フォックストロットって、何?どんな感じで弾けばいいの?
そんな疑問から始まりました。
そういえば、フォックストロットって、社交ダンスでそういう種目がありますよね。
でも、社交ダンスや競技ダンスの動画を観てみると、ゆったりした曲で踊っていて、「ドディ」の曲とは何か違う雰囲気です。
実は、現在社交ダンスや競技ダンスで「フォックストロット」と呼ばれているのは、1929年ごろに始まったという、イギリス式の「スロー・フォックストロット」なんですって。
アップテンポな曲の方は、1910年代に流行った、アメリカンスタイルのダンスミュージックなんだそうです。
ペアで、手を取り合って踊るダンスです。
Wikipediaより
「1913年 ハリー・フォックス(Harry Fox) が、自らがマネージャーを務めていたダンスホールに於いて、自らの名を冠したダンスを発表する。」
「当時のフォックストロットは、今日のクイックステップやジルバに近い、スピーディーでアクションの激しいダンスだった。」
あっ、キツネは関係ないんだ!へえ~。
Wikipediaによると、フォックストロットが生まれる前に「ワンステップ」というダンスもあったそうです。
アマデイの曲に、One-Step「Cupido」(クピド、あるいはキューピッドというのかな?)という曲もあります。
(日本マンドリン連盟北海道支部会報No.206の添付楽譜にありました)
アメデオ・アマデイさんは、1866~1935年に生きていた人。
ということは、マンドリン界で超有名なアマデイさんも、当時流行したダンスミュージックを作ったということなのね!
1927年の映画「ジャズ・シンガー」より。
「世界初」のトーキーと言われる、部分的に同期音声を使っている映画です。
当時の雰囲気が、伝わってきます。
大流行曲「ティティナ」
フォックストロットの楽曲をYouTubeで検索したところ、古いレコードを見せながらターンテーブルで再生する動画にヒットしました。
こういう動画って、けっこうあるんですね。日本の方も、海外の方も、こういう方法でレコードコレクションを見せています。
「Foxtrot」で検索すると、多く出たのが「ティティナ」でした。やはり「大流行曲」なのでしょう。
1925年ごろに、数多くの楽団が、レコードを作っているようです。
楽団によって速さやアレンジがけっこうちがうのも、興味深いです。
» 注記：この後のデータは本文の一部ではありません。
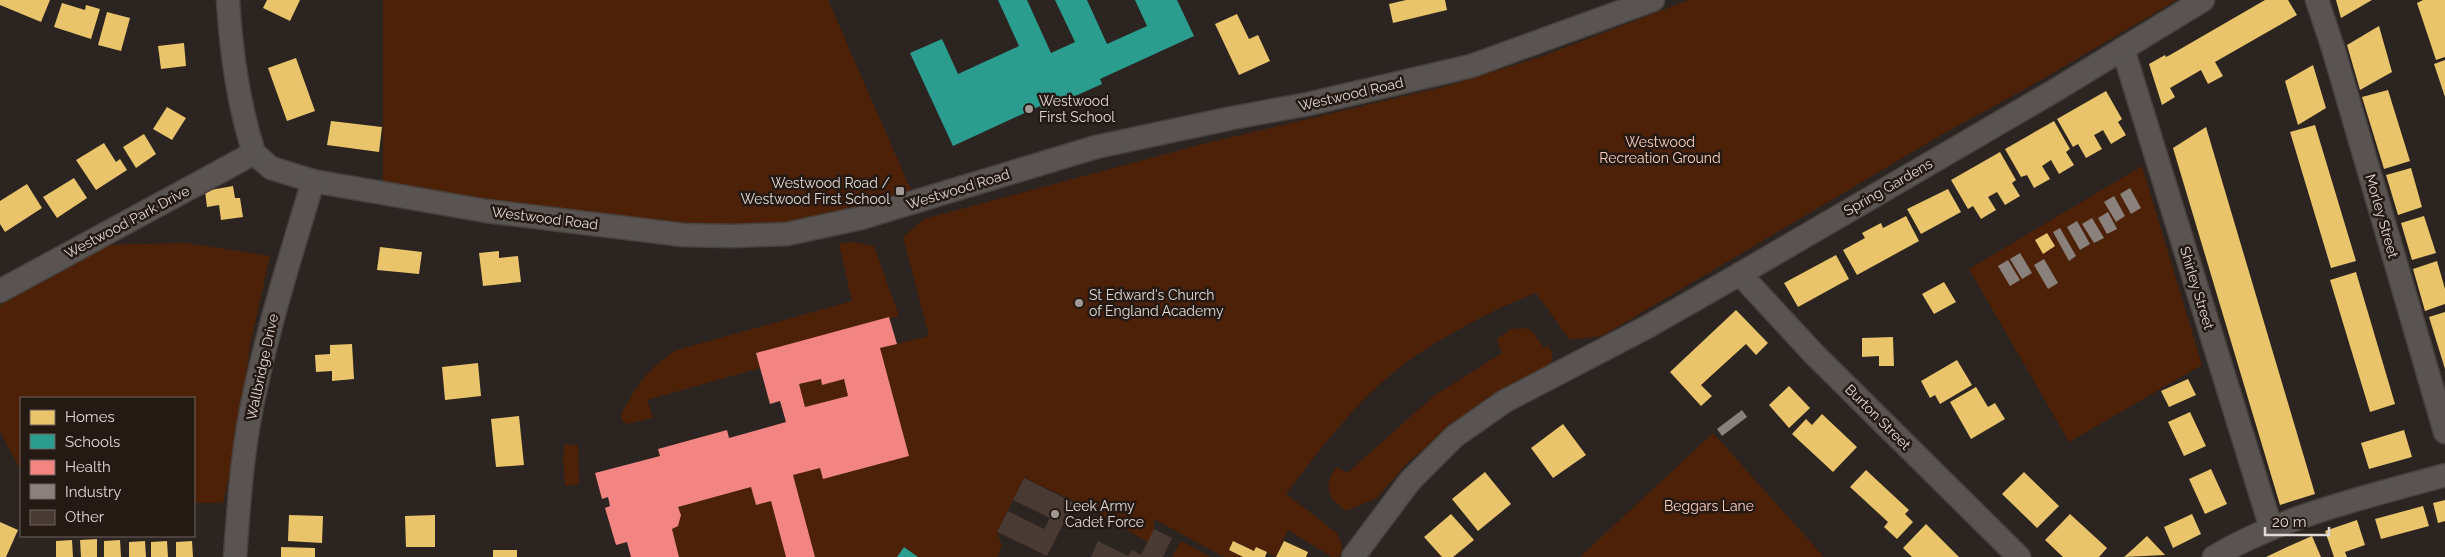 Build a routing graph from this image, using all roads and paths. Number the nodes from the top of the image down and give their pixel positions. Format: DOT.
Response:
graph roads {
  1 [pos="228,0"];
  2 [pos="1653,0"];
  3 [pos="2203,0"];
  4 [pos="2317,0"];
  5 [pos="2124,49"];
  6 [pos="254,153"];
  7 [pos="313,181"];
  8 [pos="1740,274"];
  9 [pos="0,291"];
  10 [pos="2445,432"];
  11 [pos="2445,474"];
  12 [pos="2271,528"];
  13 [pos="234,557"];
  14 [pos="1354,557"];
  15 [pos="2019,557"];
  16 [pos="2214,557"];
  1 -- 6 [label="street"];
  2 -- 7 [label="street, Westwood Road"];
  3 -- 5 [label="street, Spring Gardens"];
  4 -- 10 [label="street, Morley Street"];
  5 -- 8 [label="street, Spring Gardens"];
  5 -- 12 [label="street, Shirley Street"];
  6 -- 7 [label="street, Westwood Road"];
  6 -- 9 [label="street, Westwood Park Drive"];
  7 -- 13 [label="street, Wallbridge Drive"];
  8 -- 14 [label="street, Spring Gardens"];
  8 -- 15 [label="street, Burton Street"];
  11 -- 12 [label="street"];
  12 -- 16 [label="street"];
}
終わり方のコードがメジャーかマイナーか、とか…。
【SPレコードききくらべ!】
Titina, Fox Trot- International Novelty Orchestra 1925
インターナショナル・ノベルティ・オーケストラの演奏、1925年のレコード。
概要欄を見ると、ボーカルはアーサー・ホール Arthur Hall だそうです。
「ティティナ "Titina"」
上と同じ、インターナショナル・ノベルティ・オーケストラの演奏(1925年)。
説明欄は日本語で、この方の持っているレコードについて、詳細に語られています。
Titina - Fox Trot, by Billy Wynne's Greenwich Village Inn Dance Orchestra
ビリー・ウィン グリニッジ・ヴィレッジ・イン ダンス・オーケストラの演奏、1925年のレコード。
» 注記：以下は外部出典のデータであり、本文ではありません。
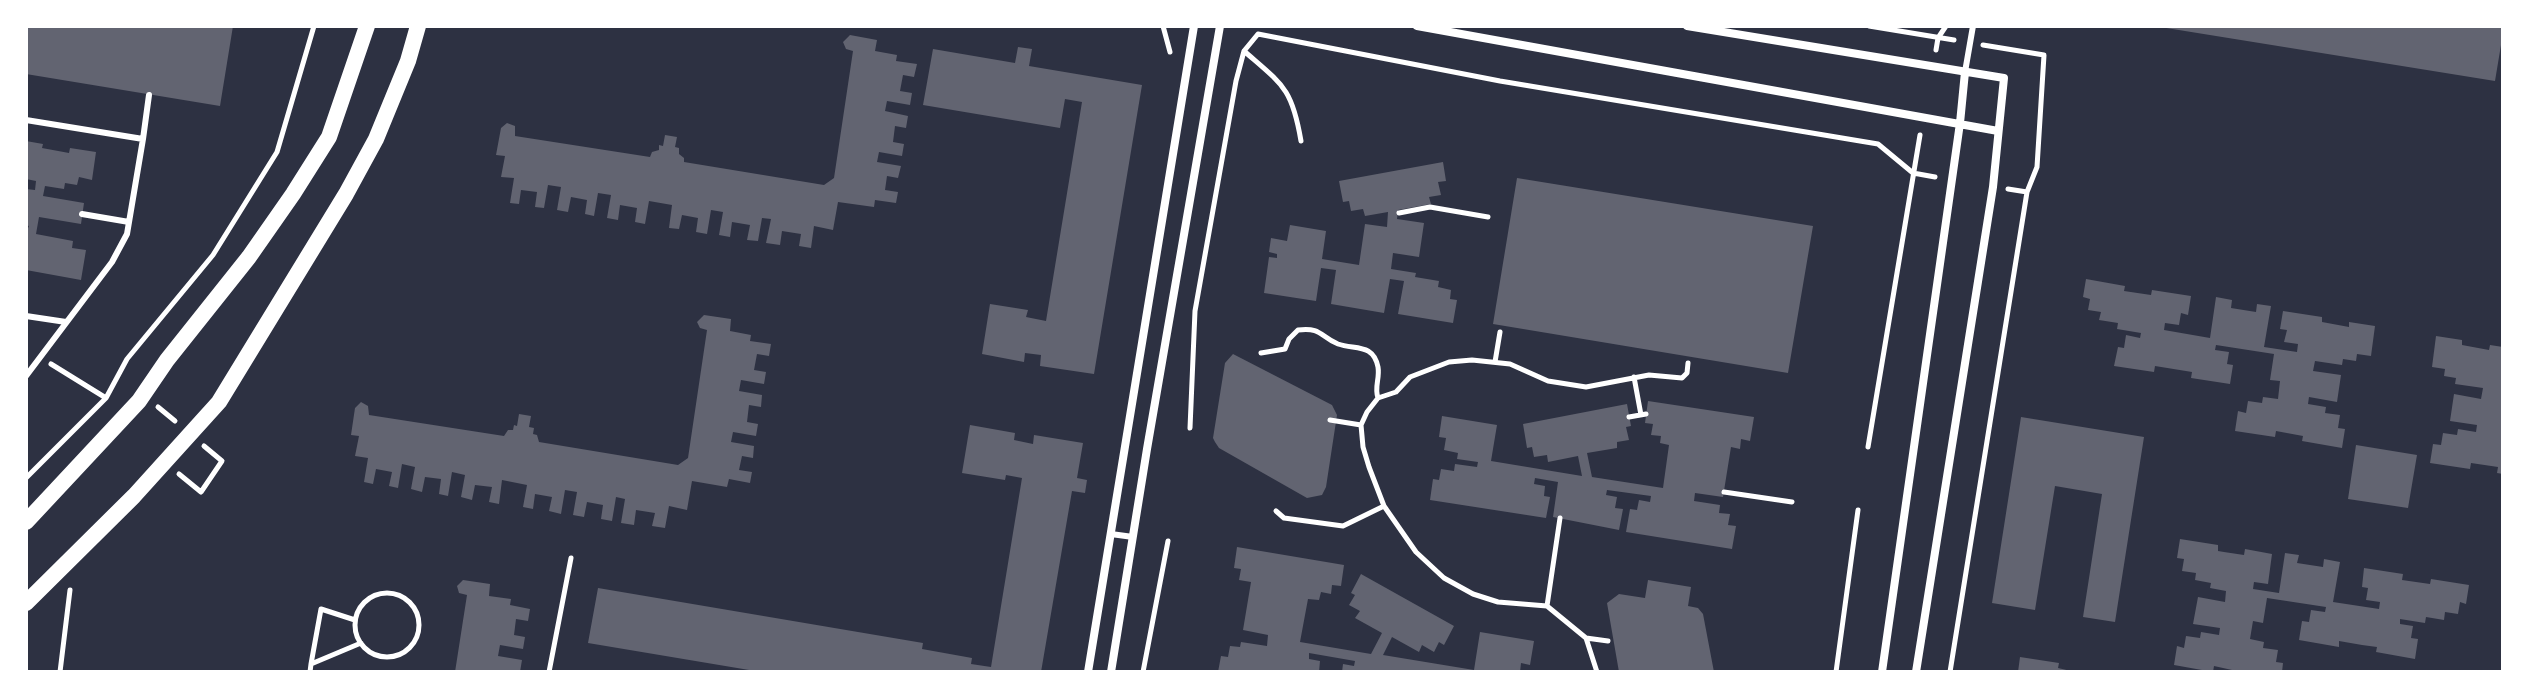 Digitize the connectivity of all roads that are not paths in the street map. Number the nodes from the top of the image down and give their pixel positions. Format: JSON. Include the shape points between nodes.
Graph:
{"nodes":[{"id":1,"x":367,"y":26,"type":"edge"},
{"id":2,"x":418,"y":26,"type":"edge"},
{"id":3,"x":1194,"y":26,"type":"edge"},
{"id":4,"x":1220,"y":26,"type":"edge"},
{"id":5,"x":1417,"y":26,"type":"edge"},
{"id":6,"x":1687,"y":26,"type":"edge"},
{"id":7,"x":1973,"y":26,"type":"edge"},
{"id":8,"x":1965,"y":72,"type":"junction"},
{"id":9,"x":149,"y":95,"type":"dead end"},
{"id":10,"x":26,"y":120,"type":"edge"},
{"id":11,"x":1960,"y":123,"type":"junction"},
{"id":12,"x":1998,"y":131,"type":"junction"},
{"id":13,"x":143,"y":139,"type":"junction"},
{"id":14,"x":82,"y":214,"type":"dead end"},
{"id":15,"x":129,"y":222,"type":"junction"},
{"id":16,"x":26,"y":316,"type":"edge"},
{"id":17,"x":66,"y":322,"type":"junction"},
{"id":18,"x":26,"y":376,"type":"edge"},
{"id":19,"x":26,"y":522,"type":"edge"},
{"id":20,"x":1111,"y":534,"type":"junction"},
{"id":21,"x":1133,"y":537,"type":"junction"},
{"id":22,"x":26,"y":603,"type":"edge"},
{"id":23,"x":1088,"y":672,"type":"edge"},
{"id":24,"x":1111,"y":672,"type":"edge"},
{"id":25,"x":1882,"y":672,"type":"edge"},
{"id":26,"x":1916,"y":672,"type":"edge"}],
"edges":[{"from":1,"to":19,"type":"main road","via":[[329,137],[284,207],[139,401]]},
{"from":2,"to":22,"type":"main road","via":[[376,139],[219,402],[166,463]]},
{"from":3,"to":20,"type":"street"},
{"from":4,"to":21,"type":"street"},
{"from":5,"to":11,"type":"street"},
{"from":6,"to":8,"type":"street"},
{"from":7,"to":8,"type":"lane"},
{"from":8,"to":11,"type":"street"},
{"from":8,"to":12,"type":"street","via":[[2004,78]]},
{"from":9,"to":13,"type":"lane"},
{"from":10,"to":13,"type":"lane"},
{"from":11,"to":12,"type":"street"},
{"from":11,"to":25,"type":"street"},
{"from":12,"to":26,"type":"street"},
{"from":13,"to":15,"type":"lane"},
{"from":14,"to":15,"type":"lane"},
{"from":15,"to":17,"type":"lane","via":[[112,262]]},
{"from":16,"to":17,"type":"lane"},
{"from":17,"to":18,"type":"lane"},
{"from":20,"to":21,"type":"lane"},
{"from":20,"to":23,"type":"street"},
{"from":21,"to":24,"type":"street"}]}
Titina, Fox Trot- Carl Fenton´s Orchestra 1925 (Je Cherche Apres Titine)
カール・フェントン オーケストラの演奏、1925年のレコード。
Titina. Ben Bernie and His Hotel Roosevelt Orchestra
ベン・バーニーとホテル・ルーズベルト・オーケストラの演奏、1925年。
2つの動画でレコード盤の色が違いますが、聴いてみると同じ演奏のようです。
(1925) Ben Bernie - Titina (song from Modern Times sung by Charles chaplin).
おおっ、こちらはベン・バーニーの演奏の様子ですよ。ドラムが入ってテンポ速い!
THE KNICKER BOCKERS TITINA
ザ・ニッカボッカーズの演奏。
といっても、1964年結成のロックバンドではないですよね!
このレコード、日本語で「ティティナ」「フォックス トロット」と書いてありますね。ボーカルが入っていますが、だれでしょう?
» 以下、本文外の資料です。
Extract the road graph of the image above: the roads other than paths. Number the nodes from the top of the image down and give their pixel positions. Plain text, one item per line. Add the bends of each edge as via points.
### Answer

"Titina" (from Puzzles of 1925), The Promenaders
ザ・プロムネイダーズの演奏、ボーカルはビリー・ジョーンズ Billy Jones。
途中で「ヴォルガの舟歌(エイコーラ~♪)」とか「アンダンテ・カンタービレ」の一節が入るのがおもしろい!
Billy Murray - Titina, 1925
ビリー・マレーの歌、1925年。
【追加!】
Titina [Fox Trot] Maffia-Laurenz (1925)
なんと、Pedro Maffiaさんと Pedro Laurenzさんによる、バンドネオン二重奏です。
イントロはインターナショナル・ノベルティ・オーケストラのアレンジに似ていますね。
Seesaaブログ版「えぶたんのほっぺ」を読んでくださった方から、教えていただきました。ありがとうございます!
Léonce - Je cherche après Titine (Léo Daniderff)
フランス語で、「ティティナを探して」という題のようです。
ジャケットには、「Le Grand Succes de Léonce au Moulin Rouge」
(ムーラン・ルージュでのレオンスの大成功)とあります。歌手の名前はレオンスさん?
コスモポリタン・ノベルテー・オーケストラ - ティティナー
出た!ニッポノホンレコードから出た日本版「ティティナー」
「唄 少女合唱」による日本語の歌詞と、曲への乗せ方が、ものすごい(笑)。
でも、手持ちの楽譜に一番近いアレンジは、これかもしれません。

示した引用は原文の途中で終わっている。